Robert the Doll: A Doll of A Doll

robert-the-doll

Can they make a doll of a doll? They sure can– and lucky me, I received a replica of Key West’s famous Robert the Doll  last Christmas. In my post from last year, I went on about Robert causing unrest from within the glass confines of his creepy abode: it’s impossible to look at him and not feel something— and just as impossible to look and him and feel nothing. He definitely makes an impression on the visitor.
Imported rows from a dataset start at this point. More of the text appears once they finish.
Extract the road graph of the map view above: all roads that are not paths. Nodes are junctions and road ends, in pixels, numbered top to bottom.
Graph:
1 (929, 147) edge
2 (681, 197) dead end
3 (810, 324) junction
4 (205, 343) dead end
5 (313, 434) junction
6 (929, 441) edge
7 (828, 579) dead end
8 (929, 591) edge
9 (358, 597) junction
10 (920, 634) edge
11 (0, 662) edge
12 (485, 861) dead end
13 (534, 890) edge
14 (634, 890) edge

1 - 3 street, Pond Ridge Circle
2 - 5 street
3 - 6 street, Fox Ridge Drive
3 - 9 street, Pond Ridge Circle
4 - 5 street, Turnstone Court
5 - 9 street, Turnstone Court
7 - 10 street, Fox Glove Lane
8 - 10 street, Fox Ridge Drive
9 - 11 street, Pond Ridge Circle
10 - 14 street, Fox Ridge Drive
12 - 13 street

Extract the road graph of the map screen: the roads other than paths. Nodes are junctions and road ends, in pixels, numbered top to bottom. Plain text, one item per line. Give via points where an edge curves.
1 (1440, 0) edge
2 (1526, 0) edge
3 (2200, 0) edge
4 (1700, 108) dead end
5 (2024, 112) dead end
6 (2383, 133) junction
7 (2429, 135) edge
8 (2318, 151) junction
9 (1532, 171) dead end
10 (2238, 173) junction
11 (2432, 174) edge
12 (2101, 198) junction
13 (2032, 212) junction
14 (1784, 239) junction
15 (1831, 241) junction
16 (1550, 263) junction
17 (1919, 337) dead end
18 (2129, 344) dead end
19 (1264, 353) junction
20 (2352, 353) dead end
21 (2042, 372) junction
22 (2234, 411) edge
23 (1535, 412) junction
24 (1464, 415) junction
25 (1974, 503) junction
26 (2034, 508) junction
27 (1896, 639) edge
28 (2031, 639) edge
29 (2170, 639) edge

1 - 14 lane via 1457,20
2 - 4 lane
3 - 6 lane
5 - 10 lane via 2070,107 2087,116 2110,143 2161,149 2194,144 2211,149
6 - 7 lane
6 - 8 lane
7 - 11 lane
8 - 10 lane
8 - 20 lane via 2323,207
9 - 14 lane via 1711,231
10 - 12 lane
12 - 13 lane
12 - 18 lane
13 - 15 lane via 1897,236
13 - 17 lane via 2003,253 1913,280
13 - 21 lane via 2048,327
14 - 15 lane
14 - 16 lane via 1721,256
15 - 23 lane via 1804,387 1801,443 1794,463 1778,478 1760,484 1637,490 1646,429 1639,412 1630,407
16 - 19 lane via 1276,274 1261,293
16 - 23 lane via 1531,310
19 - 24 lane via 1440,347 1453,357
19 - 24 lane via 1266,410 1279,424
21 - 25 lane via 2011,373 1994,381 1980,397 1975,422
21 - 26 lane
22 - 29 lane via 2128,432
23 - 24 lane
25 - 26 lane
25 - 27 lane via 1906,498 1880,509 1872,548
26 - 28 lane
What intrigues me is how he’s survived all these years. From his original bower in little Robert Eugene Otto’s home beginning in the early 1900s, until today, Robert lives on. Inexorably linked to Key West’s Artist House, where Otto lived, his presence is still felt there though he now resides in the museum at the island’s East Martello Tower.

My doll arrived in February, a full three months after Kirk ordered him from its Key West manufacturer. The first two shipments went missing. Granted, they were sent via the United States Postal Service, but still– twice lost? Kirk insisted on FedEx, and the third time was the charm– my Robert the Doll doll arrived intact, glowering at me from the minute I unwrapped him. He clutches a tiny stuffed lion, and has the same opaque black eyes that Key West’s Robert stares from. In his little sailor suit, he presents a picture of innocence…

I know he’s just a doll, yet there’s something strange about owning a replica of Robert the Doll. Maybe it’s because I was bothered for years by dreams in which mannequins came to life and followed me through the house. (My grandfather and uncle managed a mannequin factory in Brooklyn.) And as a little boy, I was terrified by a life-sized, mechanical fortune teller who I didn’t know was going to spring to life when I pushed a quarter into a slot in her glass booth. Me and dolls? Not a good combination. Though Robert has a place in the bedroom, and I know he’s just a creation of cloth and string, something tells me that he’s keeping those gimlet eyes on me while I sleep…

“… silence lay steadily against the wood and stone of Hill House,

and whatever walked there, walked alone.”